Instant Messaging Traffic Dataset for Training AI models
- Project
- 20020 ENTA
- Type
- New service
- Description
Encrypted traffic from six widely-used Instant Messaging Applications (IMAs) is collected on Android device. These applications are: 1. Microsoft Teams, 2. Discord, 3. Facebook Messenger, 4. Signal, 5. Telegram, and 6. WhatsApp. The encrypted traffic collected from these applications are stored as individual .pcap file.
The dataset can be used for research purpose in the area of Encrypted Traffic Analysis. The dataset is available for download from IEEE Dataport: https://ieee-dataport.org/documents/encrypted-mobile-instant-messaging-traffic-dataset
- Contact
- Nur Zincir-Heywood
- nzincirh@dal.ca
- Research area(s)
- Encrypted Traffic Classification, Activity Detection, Traffic Analysis
- Technical features
The encrypted traffic collected from these applications are stored as individual .pcap file.

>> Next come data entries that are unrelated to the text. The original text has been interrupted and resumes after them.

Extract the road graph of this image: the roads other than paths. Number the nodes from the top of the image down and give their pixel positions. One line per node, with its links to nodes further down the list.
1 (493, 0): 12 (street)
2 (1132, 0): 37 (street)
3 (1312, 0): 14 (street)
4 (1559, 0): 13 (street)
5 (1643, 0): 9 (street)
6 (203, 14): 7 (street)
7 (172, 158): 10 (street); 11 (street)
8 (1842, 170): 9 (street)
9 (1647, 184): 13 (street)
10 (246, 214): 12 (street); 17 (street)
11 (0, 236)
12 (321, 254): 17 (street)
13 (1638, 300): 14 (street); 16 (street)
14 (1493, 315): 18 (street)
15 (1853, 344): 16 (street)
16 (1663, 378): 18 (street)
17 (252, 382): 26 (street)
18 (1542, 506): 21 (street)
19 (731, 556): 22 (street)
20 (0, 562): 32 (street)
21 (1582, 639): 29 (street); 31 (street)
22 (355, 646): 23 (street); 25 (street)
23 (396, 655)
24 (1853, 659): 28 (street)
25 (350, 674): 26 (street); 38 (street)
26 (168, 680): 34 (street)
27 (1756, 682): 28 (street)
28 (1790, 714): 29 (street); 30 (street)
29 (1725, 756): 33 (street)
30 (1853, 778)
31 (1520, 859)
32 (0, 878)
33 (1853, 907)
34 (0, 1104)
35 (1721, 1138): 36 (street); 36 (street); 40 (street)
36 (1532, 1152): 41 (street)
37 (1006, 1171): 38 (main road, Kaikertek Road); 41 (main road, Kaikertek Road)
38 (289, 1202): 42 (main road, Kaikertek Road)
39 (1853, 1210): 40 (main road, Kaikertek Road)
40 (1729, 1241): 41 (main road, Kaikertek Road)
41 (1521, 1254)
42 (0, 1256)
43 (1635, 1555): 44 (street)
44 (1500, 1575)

Flows from these .pcap files using Tranalyzer tool are extracted. The flow dataset for each of the IMA are also contained with this dataset.
Encrypted mobile traffic that do not result from any IMA are also collected. Such traffic can be used to test if IMA and non-IMA traffic are distinguishable. In particular, traffic resulting from web-browsing, video streaming, and sending-emails are collected. All background traffic that does not correspond to any of these activities are saved. These sets of encrypted traffic are also saved as .pcap files and their flow dataset are contained with this dataset.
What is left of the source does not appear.